Tasks - Document Information Localization and Extraction

The DocILE benchmark consists of two tracks with the tasks shortly introduced below.
For both tracks, the inputs are business documents in PDF format. The DocILE repository provides tools to work with the dataset, load documents as images, use pre-computed OCR, etc.
For full detail, please refer to the DocILE dataset paper.

Track 1: Key Information Localization and Extraction (KILE)

The goal of the first track is to localize key information of pre-defined categories (field types) in the document. We focus the benchmark on detecting semantically important values corresponding to tens of different field types rather than fine-tuning the underlying text recognition.

Towards this focus, we provide word-level text detections for each document, we choose an evaluation metric (below) that does not pay attention to the text recognition part, and we simplify the task in the challenge by only requiring correct localization of the values in the documents in the primary metric. Text extractions are checked, besides the locations and field types, in a separate evaluation – the leaderboard ranking does not depend on it. Any post-processing of values – deduplication, converting dates to a standardized format etc., despite being needed in practice, is not performed. With the simplifications, the main task can also be viewed as a detection problem. Note that when several instances of the same field type are present, all of them should be detected.

Evaluation Metric: Since the task is framed as a detection problem, the standard Average Precision metric is used as the main evaluation metric. Unlike the common practice in object detection, where true positives are determined by thresholding the Intersection-over-Union, we use a different criterion tailored to evaluate the usefulness of detections for text read-out. Inspired by the CLEval metric used in text detection, we measure whether the predicted area contains nothing but the related character centers. Since character-level annotations are hard to obtain, we use CLEval definition of Pseudo-Character Center (PCC).

Track 2: Line Item recognition (LIR)

The goal of the second track is to localize key information of pre-defined categories (field types) and group it into line items. A Line Item (LI) is a tuple of fields (e.g., description, quantity, and price) describing a single object instance to be extracted, e.g., a row in a table.

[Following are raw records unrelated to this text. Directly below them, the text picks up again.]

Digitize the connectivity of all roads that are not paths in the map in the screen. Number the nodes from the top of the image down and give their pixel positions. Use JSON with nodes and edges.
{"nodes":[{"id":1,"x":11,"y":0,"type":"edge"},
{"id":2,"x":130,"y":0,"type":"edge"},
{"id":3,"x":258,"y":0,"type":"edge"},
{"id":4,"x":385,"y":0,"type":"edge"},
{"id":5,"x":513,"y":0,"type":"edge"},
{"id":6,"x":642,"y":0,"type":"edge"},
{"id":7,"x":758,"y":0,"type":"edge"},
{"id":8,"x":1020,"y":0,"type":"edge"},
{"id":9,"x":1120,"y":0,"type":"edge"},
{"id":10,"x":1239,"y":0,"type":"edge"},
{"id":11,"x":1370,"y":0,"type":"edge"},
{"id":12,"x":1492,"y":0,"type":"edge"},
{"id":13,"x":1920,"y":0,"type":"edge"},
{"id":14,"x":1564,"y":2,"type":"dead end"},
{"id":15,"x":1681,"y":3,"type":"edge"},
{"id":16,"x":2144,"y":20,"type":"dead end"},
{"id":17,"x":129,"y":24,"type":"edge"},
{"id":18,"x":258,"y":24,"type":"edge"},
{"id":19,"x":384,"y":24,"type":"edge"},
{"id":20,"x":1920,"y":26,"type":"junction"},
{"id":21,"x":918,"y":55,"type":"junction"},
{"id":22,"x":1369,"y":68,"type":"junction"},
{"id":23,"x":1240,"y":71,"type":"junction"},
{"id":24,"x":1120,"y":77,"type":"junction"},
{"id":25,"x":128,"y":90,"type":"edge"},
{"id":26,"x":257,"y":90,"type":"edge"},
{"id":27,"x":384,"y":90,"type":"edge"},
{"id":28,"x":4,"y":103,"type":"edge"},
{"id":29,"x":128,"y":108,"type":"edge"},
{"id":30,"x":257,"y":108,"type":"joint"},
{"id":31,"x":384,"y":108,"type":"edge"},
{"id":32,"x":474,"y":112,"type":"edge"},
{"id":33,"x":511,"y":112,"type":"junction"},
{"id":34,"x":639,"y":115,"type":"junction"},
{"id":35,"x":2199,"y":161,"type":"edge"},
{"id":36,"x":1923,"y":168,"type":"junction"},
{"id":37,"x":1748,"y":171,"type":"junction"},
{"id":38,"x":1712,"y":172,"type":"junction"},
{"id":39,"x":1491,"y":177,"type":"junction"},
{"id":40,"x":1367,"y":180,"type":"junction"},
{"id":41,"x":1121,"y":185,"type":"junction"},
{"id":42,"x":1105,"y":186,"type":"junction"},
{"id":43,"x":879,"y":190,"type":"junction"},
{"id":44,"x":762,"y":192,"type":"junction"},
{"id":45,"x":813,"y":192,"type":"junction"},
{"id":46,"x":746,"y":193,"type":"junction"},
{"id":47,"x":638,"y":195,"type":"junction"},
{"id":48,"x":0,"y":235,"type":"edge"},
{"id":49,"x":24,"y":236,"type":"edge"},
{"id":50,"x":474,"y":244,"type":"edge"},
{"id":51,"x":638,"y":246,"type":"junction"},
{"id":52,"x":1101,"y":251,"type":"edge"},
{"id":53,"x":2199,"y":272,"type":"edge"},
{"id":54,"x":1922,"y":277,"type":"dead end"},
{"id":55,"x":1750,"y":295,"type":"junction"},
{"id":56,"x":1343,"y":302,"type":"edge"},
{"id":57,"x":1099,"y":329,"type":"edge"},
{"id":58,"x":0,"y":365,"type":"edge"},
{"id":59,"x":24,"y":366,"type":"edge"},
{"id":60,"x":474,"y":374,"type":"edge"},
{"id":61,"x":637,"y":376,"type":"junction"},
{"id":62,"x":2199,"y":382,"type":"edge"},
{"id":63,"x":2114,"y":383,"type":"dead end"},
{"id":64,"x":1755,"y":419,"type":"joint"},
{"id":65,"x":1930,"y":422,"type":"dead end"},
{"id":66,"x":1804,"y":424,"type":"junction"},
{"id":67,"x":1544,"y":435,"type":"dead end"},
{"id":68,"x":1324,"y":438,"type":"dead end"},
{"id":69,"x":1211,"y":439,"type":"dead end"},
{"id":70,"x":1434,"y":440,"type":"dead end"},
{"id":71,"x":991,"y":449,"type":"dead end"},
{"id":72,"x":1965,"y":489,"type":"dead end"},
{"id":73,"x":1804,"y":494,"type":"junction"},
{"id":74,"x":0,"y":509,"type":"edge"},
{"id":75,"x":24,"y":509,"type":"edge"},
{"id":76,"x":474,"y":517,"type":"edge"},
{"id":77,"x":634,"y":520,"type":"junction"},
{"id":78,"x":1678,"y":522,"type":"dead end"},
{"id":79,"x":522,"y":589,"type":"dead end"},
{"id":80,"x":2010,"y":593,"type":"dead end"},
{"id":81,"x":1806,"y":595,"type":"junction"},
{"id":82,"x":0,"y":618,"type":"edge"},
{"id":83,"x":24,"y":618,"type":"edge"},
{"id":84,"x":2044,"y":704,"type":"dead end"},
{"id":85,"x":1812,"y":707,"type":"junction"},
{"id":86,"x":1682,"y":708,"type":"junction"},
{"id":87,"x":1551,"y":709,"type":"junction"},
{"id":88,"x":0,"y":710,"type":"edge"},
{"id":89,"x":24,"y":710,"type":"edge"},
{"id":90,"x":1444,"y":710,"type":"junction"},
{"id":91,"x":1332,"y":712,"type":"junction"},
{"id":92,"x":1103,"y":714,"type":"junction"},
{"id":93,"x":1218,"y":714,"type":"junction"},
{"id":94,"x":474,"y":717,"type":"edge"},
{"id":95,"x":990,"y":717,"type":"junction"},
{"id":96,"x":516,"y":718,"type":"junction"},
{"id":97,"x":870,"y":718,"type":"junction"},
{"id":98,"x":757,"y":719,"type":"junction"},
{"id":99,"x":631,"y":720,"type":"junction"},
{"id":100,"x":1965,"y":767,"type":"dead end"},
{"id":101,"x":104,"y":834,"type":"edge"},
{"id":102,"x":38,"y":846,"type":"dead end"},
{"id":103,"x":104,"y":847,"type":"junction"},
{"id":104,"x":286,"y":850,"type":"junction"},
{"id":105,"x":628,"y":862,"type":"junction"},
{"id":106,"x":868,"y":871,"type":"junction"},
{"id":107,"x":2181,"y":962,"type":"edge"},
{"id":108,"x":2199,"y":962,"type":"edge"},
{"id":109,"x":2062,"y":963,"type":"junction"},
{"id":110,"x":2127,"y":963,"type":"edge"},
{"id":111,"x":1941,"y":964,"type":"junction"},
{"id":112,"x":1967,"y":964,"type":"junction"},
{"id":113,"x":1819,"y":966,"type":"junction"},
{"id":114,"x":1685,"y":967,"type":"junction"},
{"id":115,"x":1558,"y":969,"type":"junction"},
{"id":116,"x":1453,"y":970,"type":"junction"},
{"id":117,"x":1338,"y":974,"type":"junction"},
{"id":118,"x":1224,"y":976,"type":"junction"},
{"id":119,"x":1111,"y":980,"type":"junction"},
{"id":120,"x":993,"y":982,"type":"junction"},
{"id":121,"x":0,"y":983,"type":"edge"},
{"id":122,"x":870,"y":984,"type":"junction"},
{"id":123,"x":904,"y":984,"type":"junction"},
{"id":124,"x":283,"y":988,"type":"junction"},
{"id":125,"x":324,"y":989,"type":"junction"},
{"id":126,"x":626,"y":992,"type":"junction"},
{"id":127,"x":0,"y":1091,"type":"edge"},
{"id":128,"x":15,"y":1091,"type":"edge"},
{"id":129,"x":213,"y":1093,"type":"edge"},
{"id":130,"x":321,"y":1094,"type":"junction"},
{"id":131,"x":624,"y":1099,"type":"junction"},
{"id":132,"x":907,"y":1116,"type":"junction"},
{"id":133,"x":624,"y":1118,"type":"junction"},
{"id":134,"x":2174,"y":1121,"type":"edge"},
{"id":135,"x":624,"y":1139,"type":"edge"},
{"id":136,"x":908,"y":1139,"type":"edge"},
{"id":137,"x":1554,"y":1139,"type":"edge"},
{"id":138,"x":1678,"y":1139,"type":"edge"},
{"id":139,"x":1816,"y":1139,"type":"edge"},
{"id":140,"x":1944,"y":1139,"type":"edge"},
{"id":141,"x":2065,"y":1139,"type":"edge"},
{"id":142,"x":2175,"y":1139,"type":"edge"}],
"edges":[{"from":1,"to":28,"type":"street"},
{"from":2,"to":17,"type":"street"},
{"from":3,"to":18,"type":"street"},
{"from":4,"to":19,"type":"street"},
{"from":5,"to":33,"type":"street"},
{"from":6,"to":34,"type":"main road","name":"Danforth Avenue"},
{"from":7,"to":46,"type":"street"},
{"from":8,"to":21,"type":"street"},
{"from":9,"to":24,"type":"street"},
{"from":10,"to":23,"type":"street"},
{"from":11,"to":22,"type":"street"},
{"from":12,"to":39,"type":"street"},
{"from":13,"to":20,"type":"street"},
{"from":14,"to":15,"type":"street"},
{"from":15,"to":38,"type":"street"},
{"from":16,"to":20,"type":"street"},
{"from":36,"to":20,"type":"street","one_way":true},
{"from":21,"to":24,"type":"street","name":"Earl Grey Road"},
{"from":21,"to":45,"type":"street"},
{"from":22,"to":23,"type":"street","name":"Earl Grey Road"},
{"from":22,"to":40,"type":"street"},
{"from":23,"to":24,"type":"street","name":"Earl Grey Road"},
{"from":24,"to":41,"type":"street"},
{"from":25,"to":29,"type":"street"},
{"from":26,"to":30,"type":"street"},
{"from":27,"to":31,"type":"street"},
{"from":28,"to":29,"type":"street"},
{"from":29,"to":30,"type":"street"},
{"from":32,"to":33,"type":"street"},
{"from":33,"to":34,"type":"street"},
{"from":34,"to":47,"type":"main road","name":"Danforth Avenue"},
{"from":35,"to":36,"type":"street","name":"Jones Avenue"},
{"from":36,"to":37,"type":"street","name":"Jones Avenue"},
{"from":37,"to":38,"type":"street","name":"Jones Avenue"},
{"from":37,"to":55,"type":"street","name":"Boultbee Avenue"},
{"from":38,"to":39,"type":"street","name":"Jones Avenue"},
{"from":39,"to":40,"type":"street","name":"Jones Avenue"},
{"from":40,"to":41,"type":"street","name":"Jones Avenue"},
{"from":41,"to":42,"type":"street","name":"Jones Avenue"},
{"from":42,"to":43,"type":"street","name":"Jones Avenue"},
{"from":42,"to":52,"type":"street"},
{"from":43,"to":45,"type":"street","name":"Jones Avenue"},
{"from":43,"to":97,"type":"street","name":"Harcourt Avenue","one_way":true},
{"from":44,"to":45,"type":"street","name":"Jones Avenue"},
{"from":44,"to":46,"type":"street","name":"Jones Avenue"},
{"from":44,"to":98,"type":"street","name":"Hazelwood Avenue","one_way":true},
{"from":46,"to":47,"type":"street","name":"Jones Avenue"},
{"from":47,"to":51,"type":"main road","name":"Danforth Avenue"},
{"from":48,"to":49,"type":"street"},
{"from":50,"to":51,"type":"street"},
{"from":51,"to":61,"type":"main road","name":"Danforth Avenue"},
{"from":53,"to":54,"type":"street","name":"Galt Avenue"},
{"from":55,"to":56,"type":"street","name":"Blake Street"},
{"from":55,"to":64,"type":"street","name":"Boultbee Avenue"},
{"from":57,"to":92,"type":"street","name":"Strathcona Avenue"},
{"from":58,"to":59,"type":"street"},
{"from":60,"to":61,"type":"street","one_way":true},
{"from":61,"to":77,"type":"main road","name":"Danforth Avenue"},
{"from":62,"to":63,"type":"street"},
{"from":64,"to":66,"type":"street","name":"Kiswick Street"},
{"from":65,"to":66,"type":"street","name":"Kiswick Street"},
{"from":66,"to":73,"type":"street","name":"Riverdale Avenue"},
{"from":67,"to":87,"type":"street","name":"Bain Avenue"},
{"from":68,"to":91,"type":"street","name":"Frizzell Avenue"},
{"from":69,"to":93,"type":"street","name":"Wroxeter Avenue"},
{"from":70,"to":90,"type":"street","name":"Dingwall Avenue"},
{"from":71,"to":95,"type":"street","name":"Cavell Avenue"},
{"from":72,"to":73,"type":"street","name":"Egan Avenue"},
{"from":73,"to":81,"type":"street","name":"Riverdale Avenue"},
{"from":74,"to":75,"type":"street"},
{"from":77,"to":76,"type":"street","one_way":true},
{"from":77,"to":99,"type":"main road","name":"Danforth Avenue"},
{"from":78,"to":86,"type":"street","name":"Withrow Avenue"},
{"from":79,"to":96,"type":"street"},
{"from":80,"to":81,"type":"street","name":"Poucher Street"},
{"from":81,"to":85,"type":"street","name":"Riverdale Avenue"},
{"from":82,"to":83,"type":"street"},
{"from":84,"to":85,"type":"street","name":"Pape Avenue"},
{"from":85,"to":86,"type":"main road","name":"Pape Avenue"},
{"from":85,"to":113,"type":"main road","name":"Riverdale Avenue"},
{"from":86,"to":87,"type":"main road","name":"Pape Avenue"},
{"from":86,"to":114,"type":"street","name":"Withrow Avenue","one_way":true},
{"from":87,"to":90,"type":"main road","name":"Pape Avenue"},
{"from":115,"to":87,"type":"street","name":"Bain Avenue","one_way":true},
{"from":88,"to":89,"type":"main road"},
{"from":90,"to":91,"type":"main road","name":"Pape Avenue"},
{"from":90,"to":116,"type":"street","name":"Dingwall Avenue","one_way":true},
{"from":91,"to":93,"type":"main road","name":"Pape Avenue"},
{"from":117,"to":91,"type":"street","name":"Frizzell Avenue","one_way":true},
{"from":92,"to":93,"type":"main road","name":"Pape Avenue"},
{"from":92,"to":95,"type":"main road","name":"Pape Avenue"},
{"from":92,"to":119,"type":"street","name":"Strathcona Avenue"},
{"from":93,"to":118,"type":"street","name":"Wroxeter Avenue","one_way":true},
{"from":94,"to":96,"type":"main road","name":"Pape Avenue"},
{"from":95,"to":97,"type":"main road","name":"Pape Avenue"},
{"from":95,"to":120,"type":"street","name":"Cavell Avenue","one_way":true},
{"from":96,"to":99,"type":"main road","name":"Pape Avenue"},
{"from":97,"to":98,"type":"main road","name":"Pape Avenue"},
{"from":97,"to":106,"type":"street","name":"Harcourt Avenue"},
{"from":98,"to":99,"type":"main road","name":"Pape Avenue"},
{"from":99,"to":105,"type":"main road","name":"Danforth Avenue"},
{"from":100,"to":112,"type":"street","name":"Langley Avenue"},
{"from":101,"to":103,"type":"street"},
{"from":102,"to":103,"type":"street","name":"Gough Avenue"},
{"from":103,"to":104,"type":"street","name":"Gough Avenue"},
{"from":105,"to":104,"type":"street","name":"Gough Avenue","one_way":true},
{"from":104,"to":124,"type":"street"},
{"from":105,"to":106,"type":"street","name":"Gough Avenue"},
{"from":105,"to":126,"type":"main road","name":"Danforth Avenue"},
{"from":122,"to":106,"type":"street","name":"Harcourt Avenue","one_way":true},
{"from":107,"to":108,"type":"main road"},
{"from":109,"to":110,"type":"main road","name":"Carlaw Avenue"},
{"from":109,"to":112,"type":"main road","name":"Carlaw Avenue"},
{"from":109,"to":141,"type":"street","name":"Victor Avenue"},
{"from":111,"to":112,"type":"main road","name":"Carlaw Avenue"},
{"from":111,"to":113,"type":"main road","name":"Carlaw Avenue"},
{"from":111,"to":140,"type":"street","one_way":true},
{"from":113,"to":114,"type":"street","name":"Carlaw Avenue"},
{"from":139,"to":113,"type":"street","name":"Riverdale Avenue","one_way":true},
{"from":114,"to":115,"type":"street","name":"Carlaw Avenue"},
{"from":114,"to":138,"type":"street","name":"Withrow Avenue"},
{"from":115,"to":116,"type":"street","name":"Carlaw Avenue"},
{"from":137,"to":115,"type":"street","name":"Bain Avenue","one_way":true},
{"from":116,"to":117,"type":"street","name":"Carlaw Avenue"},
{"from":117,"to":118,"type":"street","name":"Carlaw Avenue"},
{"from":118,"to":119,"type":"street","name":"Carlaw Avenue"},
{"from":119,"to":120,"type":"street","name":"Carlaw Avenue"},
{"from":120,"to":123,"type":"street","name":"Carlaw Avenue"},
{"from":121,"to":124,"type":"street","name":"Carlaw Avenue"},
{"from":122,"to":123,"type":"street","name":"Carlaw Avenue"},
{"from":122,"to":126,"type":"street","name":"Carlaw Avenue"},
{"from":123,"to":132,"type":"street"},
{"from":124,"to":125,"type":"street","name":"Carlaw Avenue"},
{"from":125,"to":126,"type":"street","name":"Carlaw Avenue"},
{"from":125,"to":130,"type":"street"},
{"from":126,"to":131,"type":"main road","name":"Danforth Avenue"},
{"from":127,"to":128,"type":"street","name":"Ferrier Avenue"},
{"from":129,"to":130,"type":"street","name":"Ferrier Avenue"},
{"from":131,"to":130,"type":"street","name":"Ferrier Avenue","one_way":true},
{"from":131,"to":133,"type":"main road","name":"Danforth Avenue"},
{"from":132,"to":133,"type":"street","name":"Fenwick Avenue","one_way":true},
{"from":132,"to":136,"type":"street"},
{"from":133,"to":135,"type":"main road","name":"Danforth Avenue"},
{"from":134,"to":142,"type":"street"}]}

Evaluation Metric: The main evaluation metric is the micro F1 score over all line item fields. A predicted line item field is correct if it fulfills the requirements from Track 1 (on field type and location) and if it is assigned to the correct line item. Since the matching of ground truth (GT) and predicted line items may not be straightforward due to errors in the prediction, our evaluation metric chooses the best matching in two steps: for each pair of predicted and GT line items, the predicted fields are evaluated as in Track 1, the maximum matching is found between predicted and GT line items, maximizing the overall recall.

Benchmark Dataset Rules

All submissions to the benchmark must comply with the following rules:

Submission is done via the Robust Reading Competition (RRC) portal.
The use of external document datasets is prohibited along with models trained on these datasets, in order to focus on clear comparative evaluation of methods that use the provided collection of labeled and unlabeled documents. Other external datasets and checkpoints (ImageNet, Wikipedia text corpuses, ...) can be used as long as they are publicly available.
The training and validation sets can be used in any way for model training (e.g., using a custom training/validation split is allowed).
Predictions on the test set cannot be annotated and/or edited manually.
Test documents predictions are not required to be mutually independent (e.g., it is allowed to adjust predictions based on the statistics over all test predictions).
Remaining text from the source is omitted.